Stainless Steel: Understanding and Identifying the Ideal Enclosure Material, Part 1

April 28 2016

Stainless steel is a steel alloy, consisting of at least 11% chromium. Chromium provides the shiny appearance stainless steel is known for, but also offers superior corrosion resistance. Unprotected carbon steel rusts quickly when exposed to air and moisture, degrading its mechanical properties and appearance. Stainless steel generally retains its properties in most conditions. However, there are some environments that can cause corrosion for stainless steel, such as low oxygen, high salinity (salt) and some extreme conditions (i.e., mines, strong acids). When stainless steel does experience corrosion, it is commonly by means of pitting, which appear as reddish spots on the surface.

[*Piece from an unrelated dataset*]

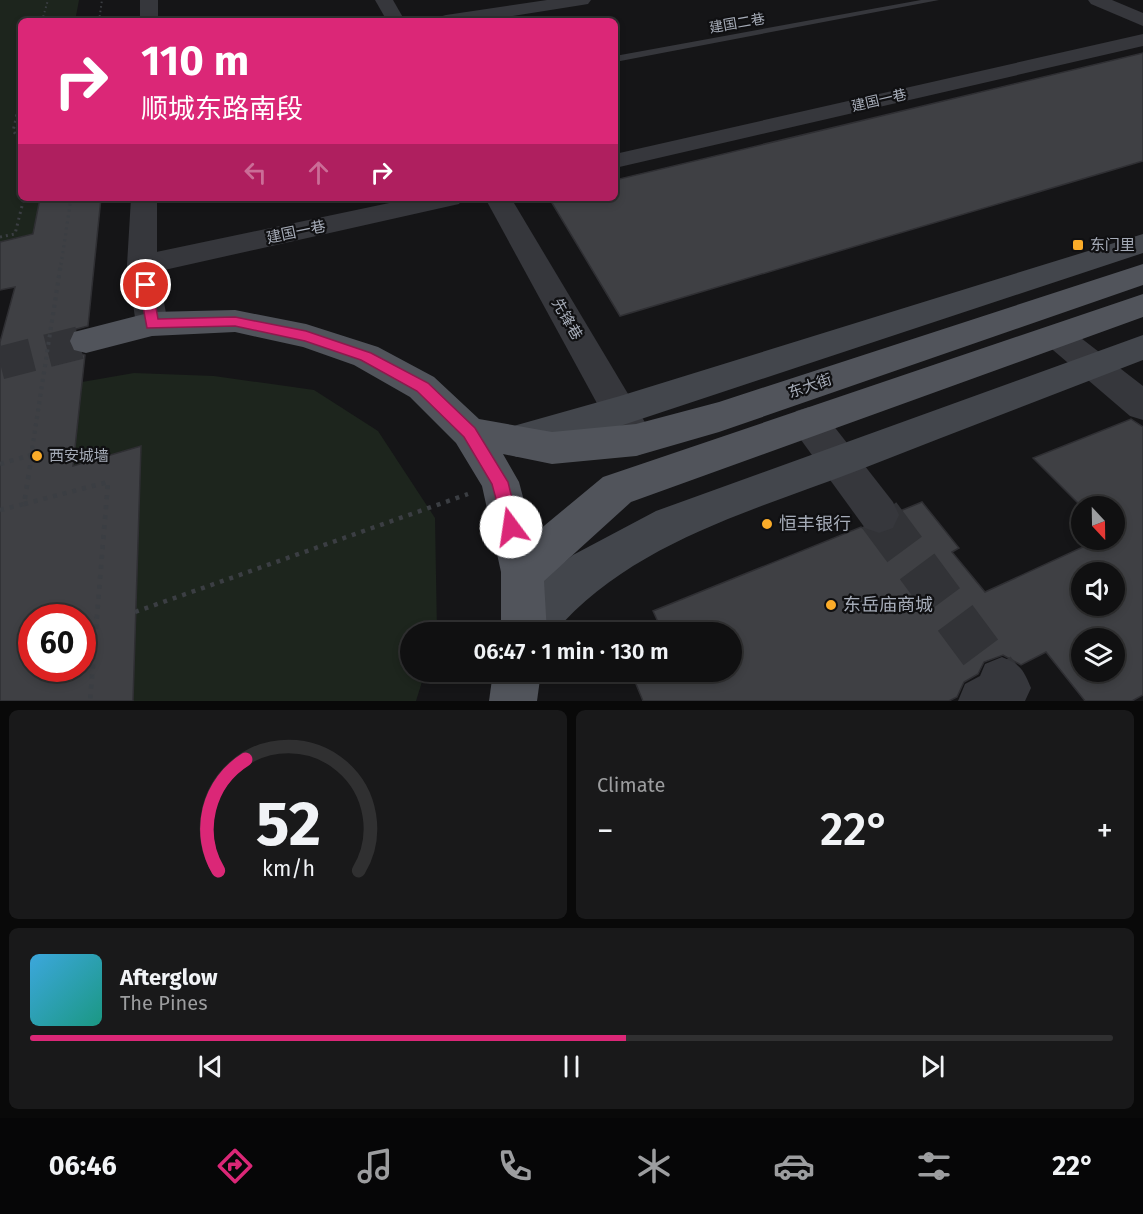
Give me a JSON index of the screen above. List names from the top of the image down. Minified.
{"streets":{"main road":["东大街"],"street":["建国一巷","先锋巷"],"lane":["建国二巷"]},"crossings":[["先锋巷","东大街"]],"places":{"transit":["东门里"],"other":["西安城墙","恒丰银行","东岳庙商城"]},"north":"bottom","page":{"turn":["110 m","顺城东路南段"],"limit":"60","trip":"06:47 · 1 min · 130 m","tile":"Climate","heat":["−","22°","+"],"song":["Afterglow","The Pines"],"tabs":["06:46","22°"],"gauge":["52","km/h"]}}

The chromium present in the stainless alloy creates a thin, transparent passive oxide film when it comes in contact with oxygen. This film acts to protect the steel from corroding agents. While the film can be scratched away, the chromium present throughout the alloy allows the film to nearly self-heal instantly. If a zinc-plated, or painted, sample of mild steel is scratched, it will corrode and spread to areas beyond the scratch.

Stainless steel is available in many grades or formulations. The most common are in the 300 series, with 15-20% chromium. These are largely non-magnetic; however, forming and cold working can induce magnetic characteristics. The stainless steel in the 400 is typically magnetic due to higher levels of iron.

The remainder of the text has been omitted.